To a first approximation, over the main portion of its response curve,
film behaves approximately like

transmitted_light = some_constant * (exposure)^(gamma)

where "^" means exponentiation. This is a power function
whose effect depends greatly on the value of gamma.

For B&W negative film, gamma is about -0.6. The negative gamma says
that the process is a negative one: brighter light gives a darker image
on the film. The 0.6, being less than 1, means that a certain contrast
range in the scene is compressed to a smaller range on the film. For
example, a 5-stop range (32:1) in the scene becomes only a 3-stop range
(8:1) on film.

Colour negative film has a gamma of about 0.5 or 0.55. The three layers
are slightly different in gamma, and the "constant" is very different
for the 3 layers because of the orange mask.

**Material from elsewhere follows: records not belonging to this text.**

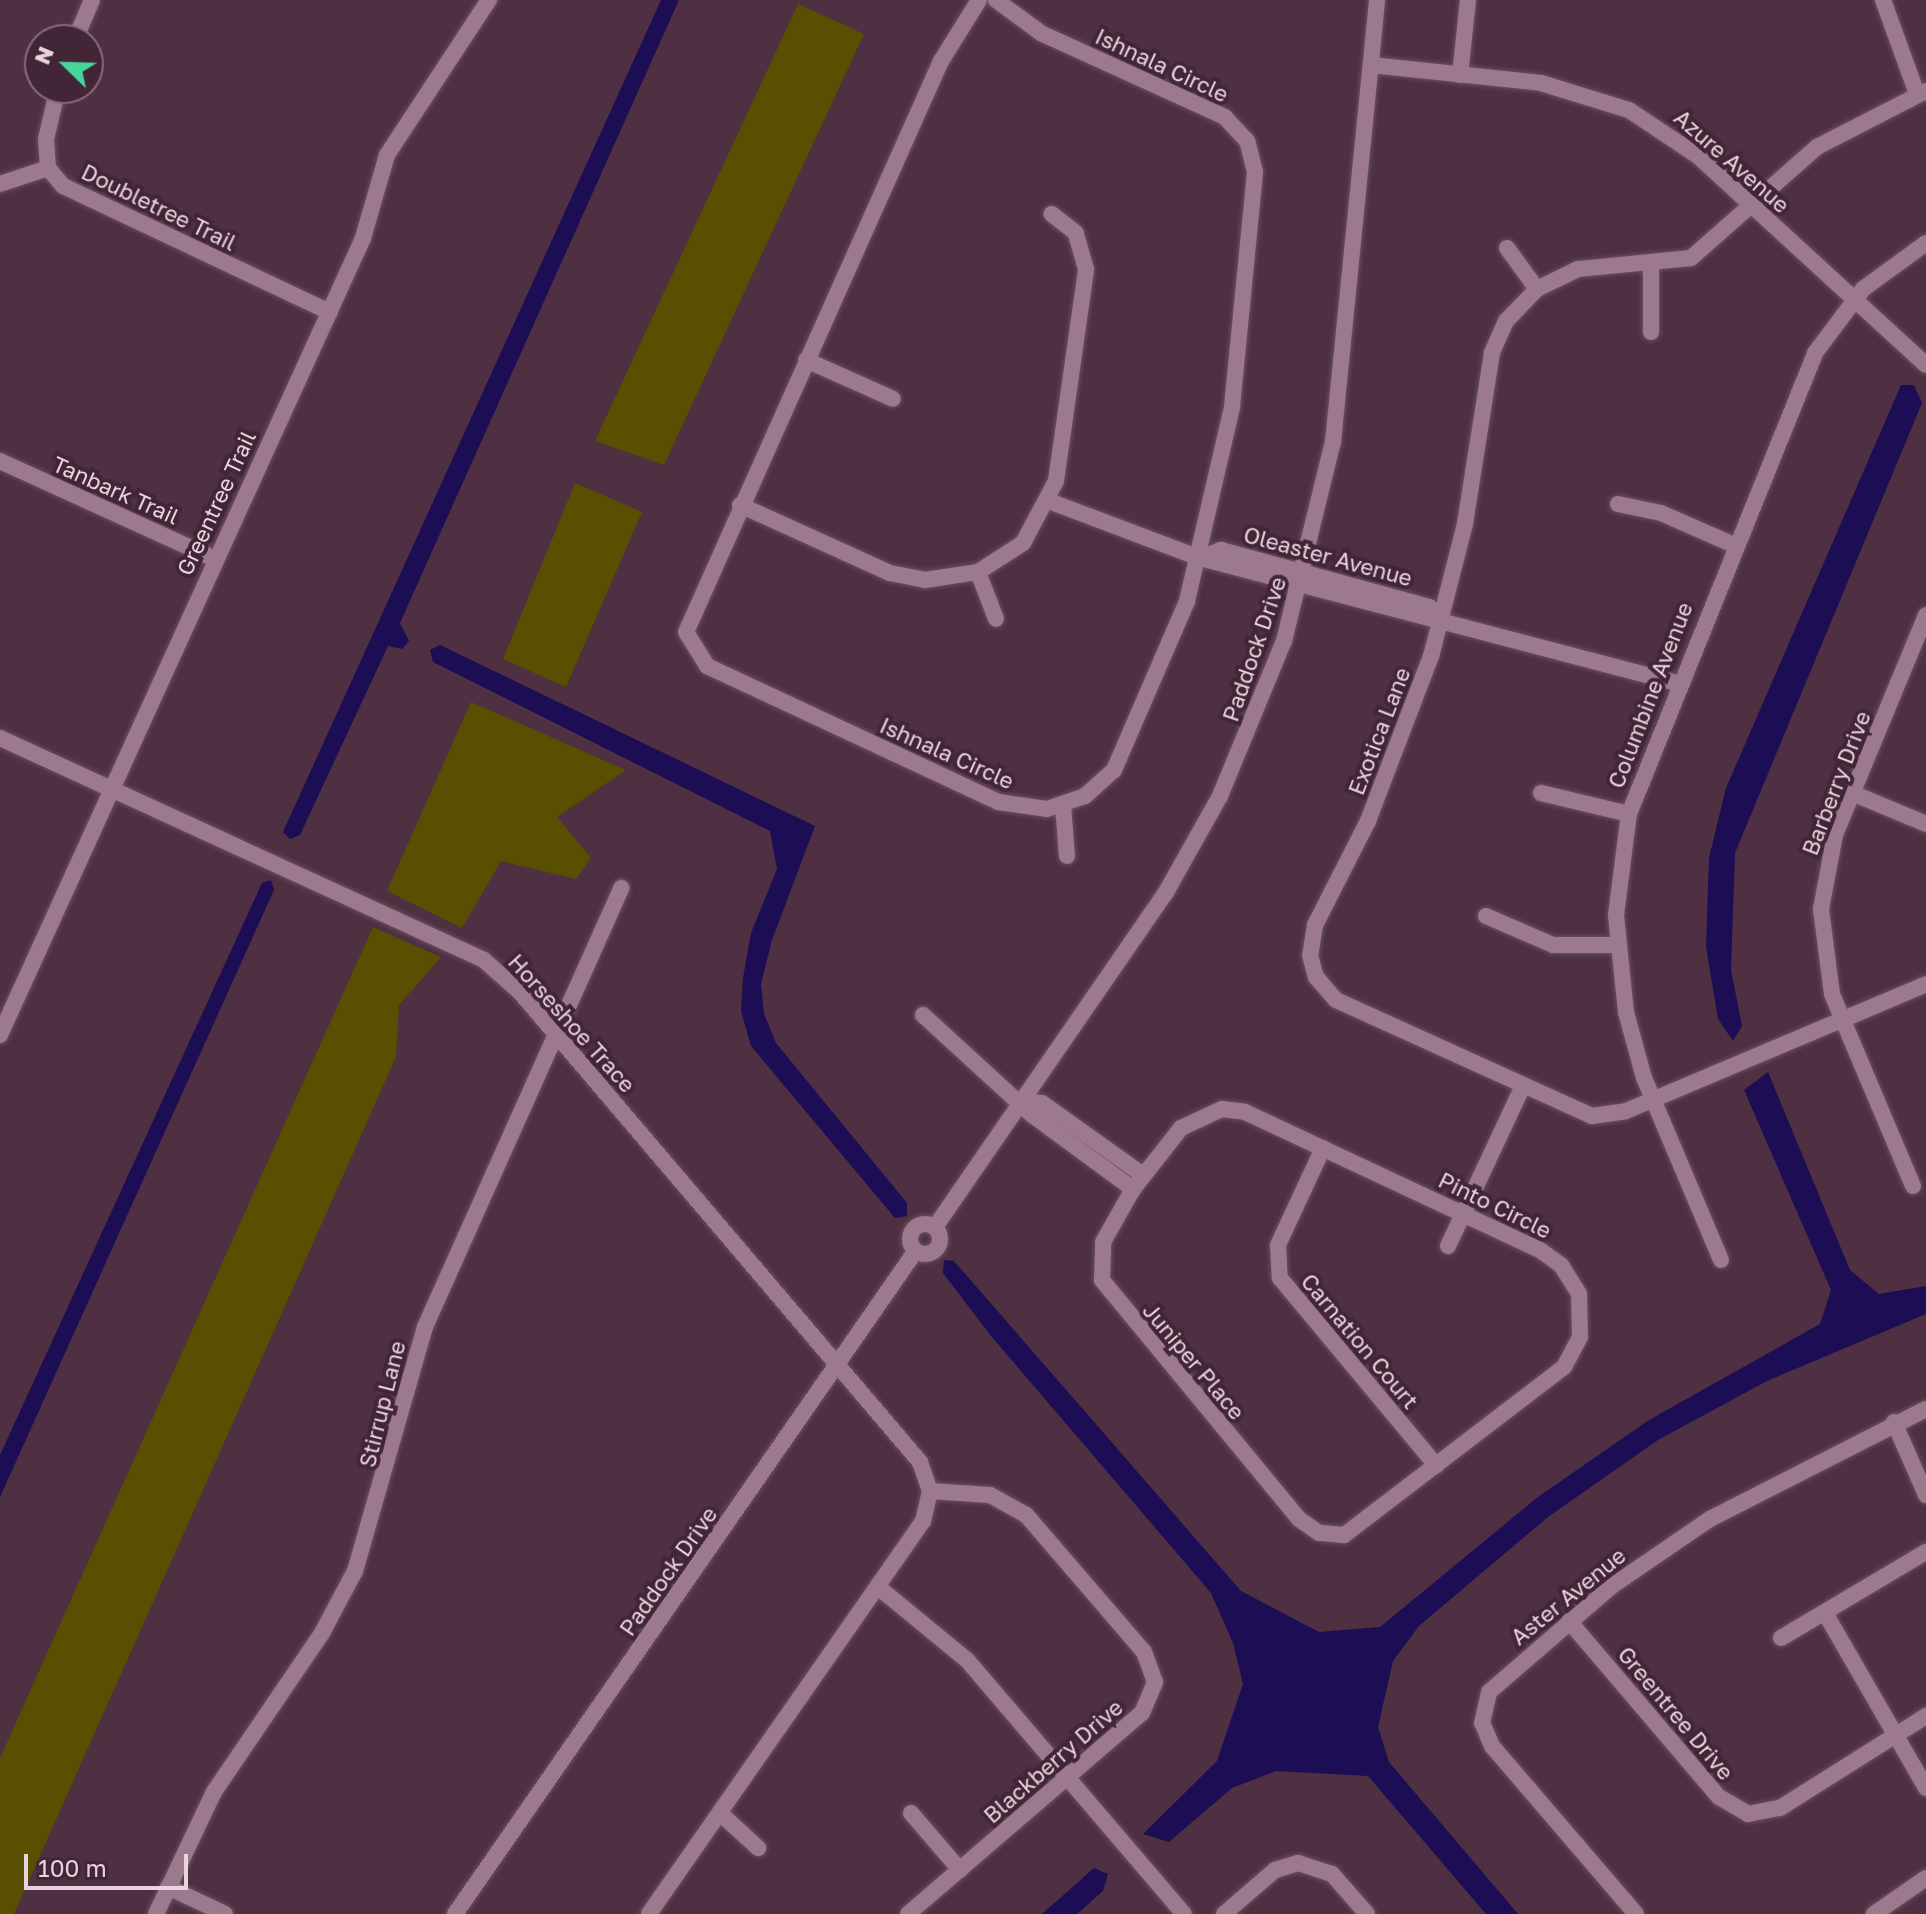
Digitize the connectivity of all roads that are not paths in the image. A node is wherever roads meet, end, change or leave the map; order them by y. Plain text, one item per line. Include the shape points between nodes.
1 (92, 0) edge
2 (489, 0) edge
3 (979, 0) edge
4 (996, 0) edge
5 (1377, 0) edge
6 (1468, 0) edge
7 (1883, 0) edge
8 (82, 24) edge
9 (1371, 65) junction
10 (1460, 75) junction
11 (1922, 92) edge
12 (54, 104) edge
13 (48, 168) junction
14 (0, 184) edge
15 (1751, 205) junction
16 (1052, 214) dead end
17 (1926, 243) edge
18 (1507, 248) dead end
19 (1651, 267) junction
20 (1537, 289) junction
21 (1854, 299) junction
22 (330, 312) junction
23 (1651, 332) dead end
24 (806, 360) junction
25 (1926, 365) edge
26 (893, 399) dead end
27 (0, 461) edge
28 (1049, 501) junction
29 (1618, 504) dead end
30 (740, 505) junction
31 (1734, 545) junction
32 (213, 558) junction
33 (1200, 558) junction
34 (978, 572) junction
35 (1302, 579) junction
36 (1926, 615) edge
37 (1442, 618) junction
38 (996, 619) dead end
39 (1676, 683) junction
40 (0, 738) edge
41 (111, 786) junction
42 (1541, 793) dead end
43 (1852, 793) junction
44 (1063, 805) junction
45 (1629, 814) junction
46 (1926, 824) edge
47 (1067, 856) dead end
48 (621, 888) dead end
49 (1486, 916) dead end
50 (1617, 945) junction
51 (1926, 984) edge
52 (923, 1015) dead end
53 (1841, 1019) junction
54 (555, 1033) junction
55 (0, 1035) edge
56 (1522, 1088) junction
57 (1653, 1099) junction
58 (1025, 1101) junction
59 (1323, 1148) junction
60 (1138, 1182) junction
61 (1913, 1186) dead end
62 (1463, 1214) junction
63 (1448, 1246) dead end
64 (1721, 1260) dead end
65 (838, 1365) junction
66 (1926, 1409) edge
67 (1894, 1422) junction
68 (1436, 1465) junction
69 (930, 1491) junction
70 (1926, 1495) edge
71 (1327, 1535) joint
72 (1926, 1552) edge
73 (878, 1587) junction
74 (1825, 1613) junction
75 (1569, 1621) junction
76 (1781, 1638) dead end
77 (1926, 1716) edge
78 (1895, 1734) junction
79 (1068, 1778) junction
80 (1926, 1788) edge
81 (720, 1813) junction
82 (911, 1813) dead end
83 (758, 1848) dead end
84 (960, 1870) junction
85 (1926, 1878) edge
86 (168, 1887) junction
87 (156, 1914) edge
88 (225, 1914) edge
89 (455, 1914) edge
90 (649, 1914) edge
91 (908, 1914) edge
92 (1184, 1914) edge
93 (1224, 1914) edge
94 (1367, 1914) edge
95 (1636, 1914) edge
96 (1874, 1914) edge

1 - 8 street
2 - 22 street, Greentree Trail via 387,155 363,238
3 - 24 street, Ishnala Circle via 941,61
4 - 33 street, Ishnala Circle via 1041,33 1225,117 1250,148 1255,180 1232,407
5 - 9 street, Paddock Drive
6 - 10 street
7 - 11 street
9 - 10 street, Azure Avenue
9 - 35 street, Paddock Drive via 1337,415
10 - 15 street, Azure Avenue via 1571,89 1629,110 1682,143
11 - 15 street, Exotica Lane via 1844,129
12 - 13 street, Doubletree Trail via 46,139
13 - 14 street
13 - 22 street, Doubletree Trail via 83,199
15 - 19 street, Exotica Lane via 1705,250
15 - 21 street, Azure Avenue
16 - 28 street via 1076,233 1086,269 1075,383
17 - 21 street, Columbine Avenue
18 - 20 street
19 - 20 street, Exotica Lane via 1587,267
19 - 23 street
20 - 37 street, Exotica Lane via 1506,321 1492,353
21 - 25 street, Azure Avenue
21 - 31 street, Columbine Avenue via 1806,371
22 - 32 street, Greentree Trail
24 - 26 street
24 - 30 street, Ishnala Circle
27 - 32 street, Tanbark Trail
28 - 33 street, Oleaster Avenue
28 - 34 street via 1023,543
29 - 31 street via 1661,513
30 - 34 street via 890,573 925,580
30 - 44 street, Ishnala Circle via 687,624 687,640 700,661 998,802
31 - 39 street, Columbine Avenue
32 - 41 street, Greentree Trail
33 - 35 street, Oleaster Avenue
33 - 44 street, Ishnala Circle via 1122,756 1091,792
34 - 38 street
35 - 37 street, Oleaster Avenue
35 - 58 street, Paddock Drive via 1265,693 1193,845
36 - 43 street, Barberry Drive
37 - 39 street, Oleaster Avenue
37 - 56 street, Exotica Lane via 1391,767 1315,925 1311,962 1336,1000
39 - 45 street, Columbine Avenue
40 - 41 street, Horseshoe Trace
41 - 54 street, Horseshoe Trace via 461,945 505,977
41 - 55 street, Greentree Trail
42 - 45 street
43 - 46 street
43 - 53 street, Barberry Drive via 1827,862 1821,909 1827,975
44 - 47 street
45 - 50 street, Columbine Avenue
48 - 54 street, Stirrup Lane
49 - 50 street via 1553,945
50 - 57 street, Columbine Avenue via 1626,1012
51 - 53 street, Exotica Lane
52 - 58 street
53 - 57 street, Exotica Lane
53 - 61 street, Barberry Drive
54 - 65 street, Horseshoe Trace
54 - 86 street, Stirrup Lane via 425,1327 355,1571 322,1633 222,1779
56 - 57 street, Exotica Lane via 1592,1116
56 - 62 street
57 - 64 street, Columbine Avenue
58 - 60 street via 1042,1103
58 - 65 street, Paddock Drive via 935,1227 912,1230 915,1252
59 - 60 street, Pinto Circle via 1245,1112 1214,1109 1181,1128
59 - 62 street, Pinto Circle
59 - 68 street, Carnation Court via 1278,1245 1280,1278
60 - 71 street, Juniper Place via 1101,1249 1108,1294 1299,1519
62 - 63 street
62 - 68 street, Pinto Circle via 1561,1265 1579,1294 1582,1328 1564,1367
65 - 69 street, Horseshoe Trace via 920,1462
65 - 89 street, Paddock Drive
66 - 67 street, Aster Avenue
67 - 70 street
67 - 75 street, Aster Avenue via 1723,1511
68 - 71 street, Pinto Circle via 1358,1530
69 - 73 street via 923,1521
69 - 79 street, Blackberry Drive via 990,1495 1026,1515 1149,1658 1155,1682 1149,1706
72 - 74 street
73 - 79 street via 967,1660
73 - 81 street
74 - 76 street
74 - 78 street
75 - 78 street, Greentree Drive via 1719,1797 1739,1811 1780,1808
75 - 95 street, Aster Avenue via 1494,1685 1482,1723 1492,1746
77 - 78 street, Greentree Drive
78 - 80 street
79 - 84 street, Blackberry Drive
79 - 92 street
81 - 83 street
81 - 90 street
82 - 84 street
84 - 91 street, Blackberry Drive
85 - 96 street
86 - 87 street, Stirrup Lane
86 - 88 street
93 - 94 street via 1275,1870 1298,1863 1332,1874

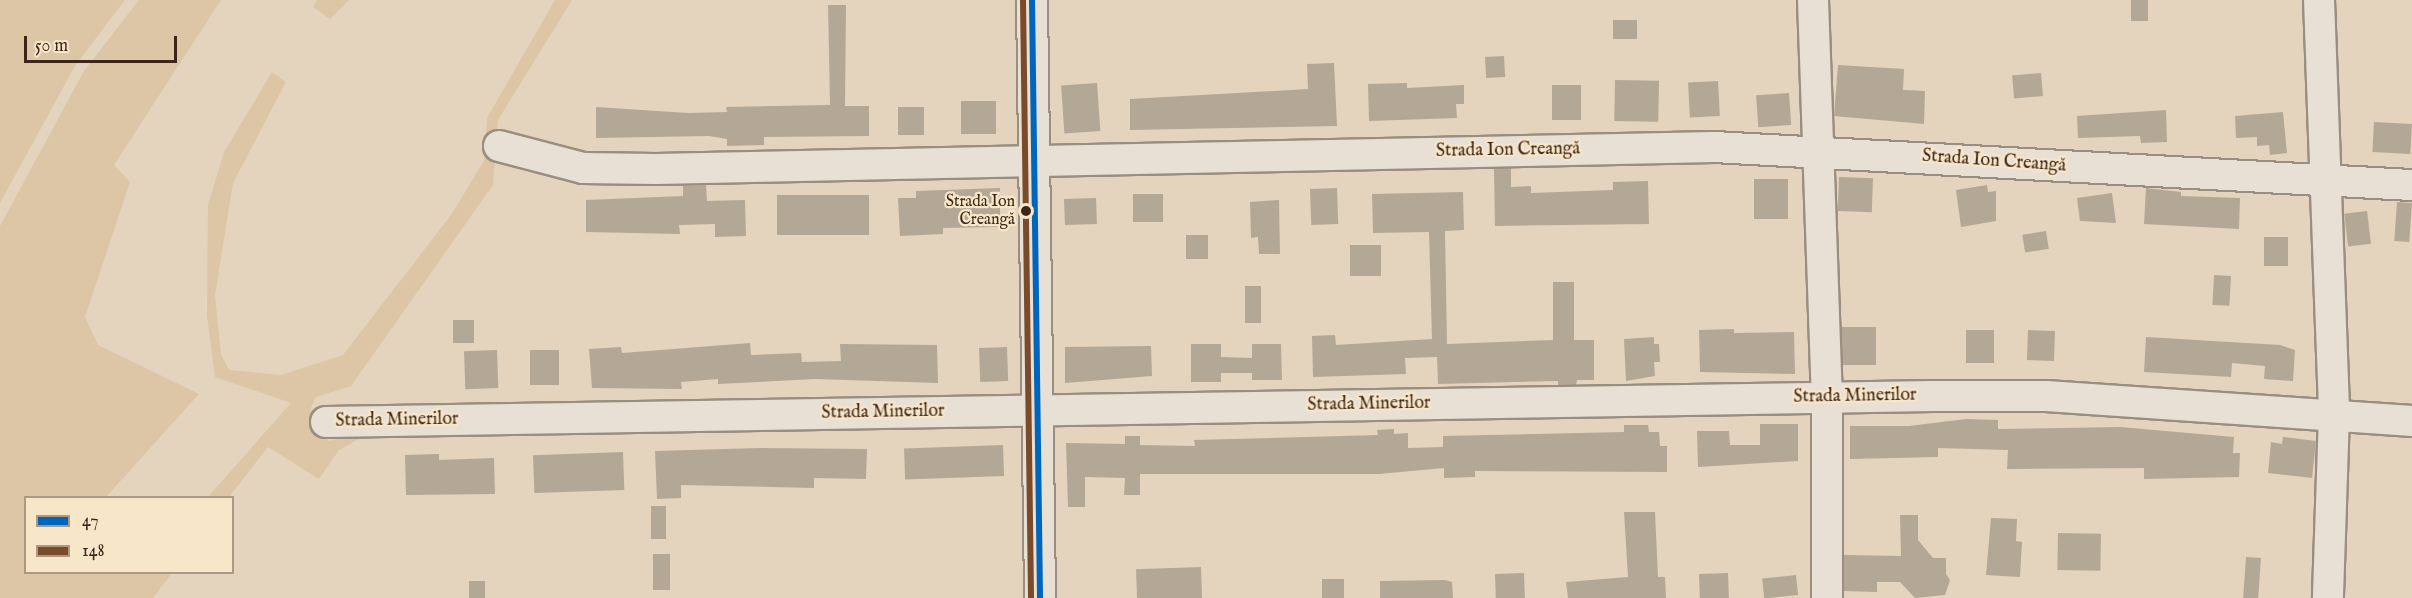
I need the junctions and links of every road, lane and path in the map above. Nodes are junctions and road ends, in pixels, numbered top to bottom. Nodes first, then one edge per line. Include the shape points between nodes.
1 (1032, 0) edge
2 (1813, 0) edge
3 (2319, 0) edge
4 (498, 147) dead end
5 (1820, 150) junction
6 (1034, 162) junction
7 (2324, 181) junction
8 (2412, 184) edge
9 (1827, 398) junction
10 (1038, 411) junction
11 (2334, 414) junction
12 (2412, 421) edge
13 (326, 422) dead end
14 (1040, 598) edge
15 (1827, 598) edge
16 (2328, 598) edge

1 - 6 street
2 - 5 street
3 - 7 street
4 - 6 street, Strada Ion Creangă via 583,168
5 - 6 street, Strada Ion Creangă via 1702,147
5 - 7 street, Strada Ion Creangă
5 - 9 street
6 - 10 street
7 - 8 street, Strada Ion Creangă
7 - 11 street
9 - 10 street, Strada Minerilor
9 - 11 street, Strada Minerilor via 2046,396
9 - 15 street
10 - 13 street, Strada Minerilor
10 - 14 street
11 - 12 street, Strada Minerilor
11 - 16 street

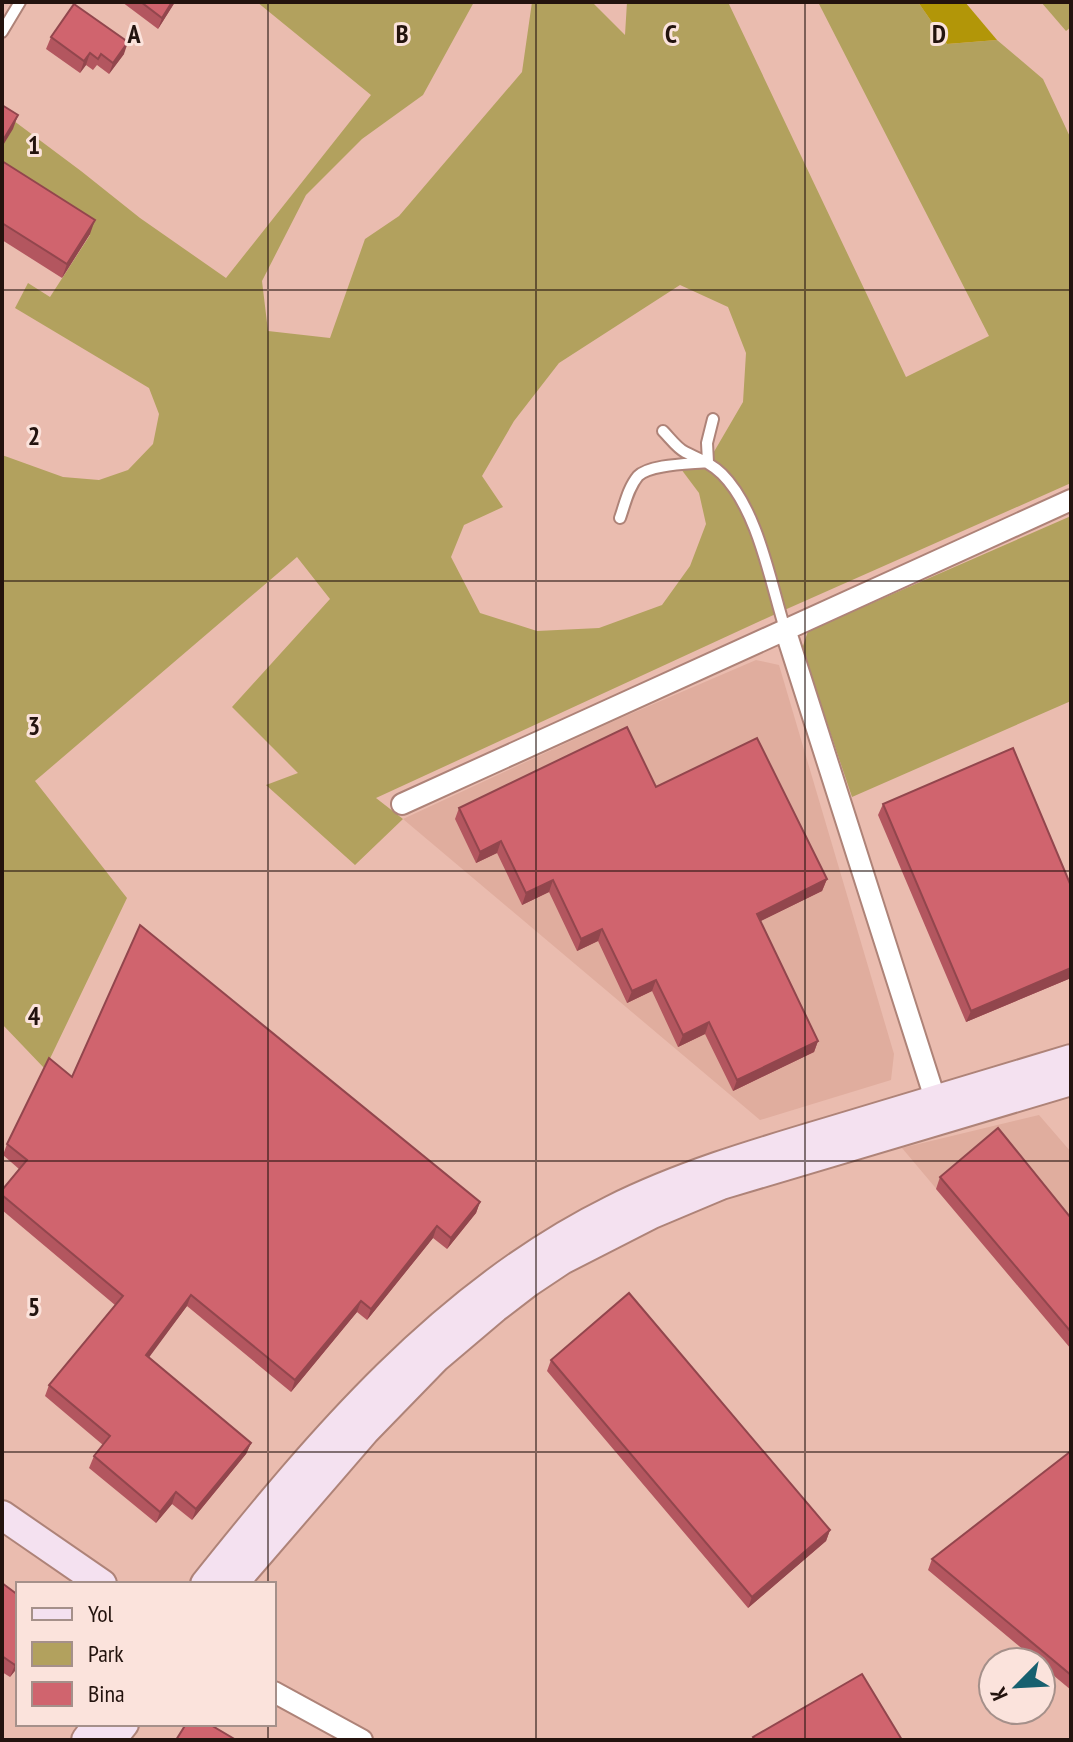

Transparency film has a gamma of about 1.5. The positive value means
it's a positive process, and 1.5 says the slide has a higher contrast
than the original scene.

There is special internegative film which has a gamma of -1.0 or close
to it. This neither increases nor decreases contrast, but it still
gives a negative image. Copying onto internegative film *twice* gives a
reasonable copy of the original.

A linear film would have a gamma of 1.0, but I know of no such film.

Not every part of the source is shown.